President Barack Obama greets members of the military after speaking about the Administration’s efforts to prepare the nation’s veterans for the workforce at the Washington Navy Yard in Washington, DC, August 5, 2011. UPI/Olivier Douliery/Pool | License Photo
WASHINGTON, Aug. 5 (UPI) -- Spurring U.S. companies to hire veterans can help men and women returning from war zones move into routine civilian jobs, President Barack Obama said.
"Today we're saying to our veterans, you fought for us and now we're fighting for you, for the jobs and opportunities that you need to keep your families strong and to keep America competitive in the 21st century," the president said as he unveiled a plan that offers tax credits to companies that hire veterans.
Obama, speaking at the Washington Navy Yard Friday, said the proposal calls for a $4,800 "Returning Heroes" tax credit to companies that hire veterans unemployed for six months or more and a $2,400 tax credit if they hire one without a job for less than six months, a White House release said.
Companies would get a $9,600 "Wounded Warriors" tax credit -- an extension of an existing program -- if they hire a disabled vet who was unemployed for six months or more or $4,800 if the vet was without a job for less than six months, the adviser said.
The administration estimates the cost of the tax credits will be $120 million over two years and will be funded from the existing budget.
Obama also ordered the Defense and Veterans Affairs departments to head up a task force on reforms, including a "reverse boot camp" to help veterans make the transition to civilian careers.

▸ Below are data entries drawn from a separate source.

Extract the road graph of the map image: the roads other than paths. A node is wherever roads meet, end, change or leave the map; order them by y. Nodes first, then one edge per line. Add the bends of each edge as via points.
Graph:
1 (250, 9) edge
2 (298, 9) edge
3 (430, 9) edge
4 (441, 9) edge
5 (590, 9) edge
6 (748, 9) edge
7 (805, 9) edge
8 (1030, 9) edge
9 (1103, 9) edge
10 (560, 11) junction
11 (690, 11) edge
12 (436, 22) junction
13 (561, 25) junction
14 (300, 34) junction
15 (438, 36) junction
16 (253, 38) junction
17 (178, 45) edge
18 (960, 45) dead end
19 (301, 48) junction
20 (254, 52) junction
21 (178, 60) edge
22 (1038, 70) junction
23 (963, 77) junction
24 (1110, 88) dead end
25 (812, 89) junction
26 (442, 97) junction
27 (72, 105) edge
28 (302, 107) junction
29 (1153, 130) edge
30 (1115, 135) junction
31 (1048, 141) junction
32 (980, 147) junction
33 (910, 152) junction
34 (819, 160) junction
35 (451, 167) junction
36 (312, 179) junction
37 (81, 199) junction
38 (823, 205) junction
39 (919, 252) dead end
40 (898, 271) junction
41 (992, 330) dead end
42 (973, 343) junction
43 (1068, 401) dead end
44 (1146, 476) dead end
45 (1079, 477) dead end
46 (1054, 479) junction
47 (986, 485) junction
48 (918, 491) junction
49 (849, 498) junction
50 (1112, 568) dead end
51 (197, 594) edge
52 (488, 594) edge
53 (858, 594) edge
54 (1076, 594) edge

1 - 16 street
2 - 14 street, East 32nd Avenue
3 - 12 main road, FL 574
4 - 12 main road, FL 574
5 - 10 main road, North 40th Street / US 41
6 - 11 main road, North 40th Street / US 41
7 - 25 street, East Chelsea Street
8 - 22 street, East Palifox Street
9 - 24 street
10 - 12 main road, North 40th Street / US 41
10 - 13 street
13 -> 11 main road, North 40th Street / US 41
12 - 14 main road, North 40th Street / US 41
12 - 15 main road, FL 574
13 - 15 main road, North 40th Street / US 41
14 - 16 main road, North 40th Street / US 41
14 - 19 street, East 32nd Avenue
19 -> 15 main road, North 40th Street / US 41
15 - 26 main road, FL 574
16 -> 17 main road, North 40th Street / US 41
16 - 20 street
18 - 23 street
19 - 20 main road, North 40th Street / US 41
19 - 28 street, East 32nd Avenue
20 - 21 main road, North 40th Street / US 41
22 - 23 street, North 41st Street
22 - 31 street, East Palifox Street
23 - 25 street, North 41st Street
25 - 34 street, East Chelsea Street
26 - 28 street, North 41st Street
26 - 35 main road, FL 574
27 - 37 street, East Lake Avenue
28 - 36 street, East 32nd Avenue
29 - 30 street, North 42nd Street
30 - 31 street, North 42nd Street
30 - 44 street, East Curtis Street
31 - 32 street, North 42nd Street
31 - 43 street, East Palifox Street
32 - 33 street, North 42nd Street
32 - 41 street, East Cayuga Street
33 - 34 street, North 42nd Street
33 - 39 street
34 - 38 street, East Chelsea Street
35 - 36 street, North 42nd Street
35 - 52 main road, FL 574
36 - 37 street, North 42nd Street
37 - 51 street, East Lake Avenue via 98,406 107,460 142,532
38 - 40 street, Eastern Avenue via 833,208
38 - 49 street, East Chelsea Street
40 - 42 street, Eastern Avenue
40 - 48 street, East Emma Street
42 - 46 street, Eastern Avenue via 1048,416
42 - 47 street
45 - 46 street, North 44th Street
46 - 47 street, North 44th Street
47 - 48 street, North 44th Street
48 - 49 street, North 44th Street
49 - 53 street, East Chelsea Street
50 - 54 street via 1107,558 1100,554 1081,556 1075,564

The U.S. Office of Personnel Management will be directed to publish a manual showing business managers how they can locate veterans with skills and training that match open positions, CNN reported. And the U.S. Labor Department would unroll an "enhanced career development and job search service package."
Obama challenged private-sector businesses to hire or train 100,000 unemployed veterans or their spouses during the next two years.
Many economists forecast the civilian unemployment rate would remain at 9.2 percent, as it was in June, with 75,000 to 120,000 in net new jobs created.
The job growth would largely come from the private sector, with government losing about 30,000 jobs, the economists forecast.
The unemployment rate among recent veterans was not included in the forecast, but it was 13.3 percent in June and was expected to increase in the coming months as an expected 10,000 troops return from Afghanistan and 46,000 return from Iraq.
An additional 23,000 troops from Afghanistan are set to return by September 2012.
The unemployment rate among veterans who served since Sept. 11, 2001, was 11.5 percent a year ago, the Labor Department said. In 2008 the rate was 7.3 percent.
Obama's proposal will require congressional approval. The credits would be made available in 2012 and 2013.
The military's existing training program for soldiers re-entering civilian life hasn't succeeded, senior administration officials acknowledged.
One jobless veteran told CBS News it was probably easier fighting in Iraq than searching for a job in the United States.
The White House plans to meet with House and Senate finance committee leaders to craft the tax-credit legislation when lawmakers return to Washington the second week of September.
The program, which would be considered government spending through the tax code, has been proposed at a time when heated debate is expected on finding $1.5 trillion in budget cuts.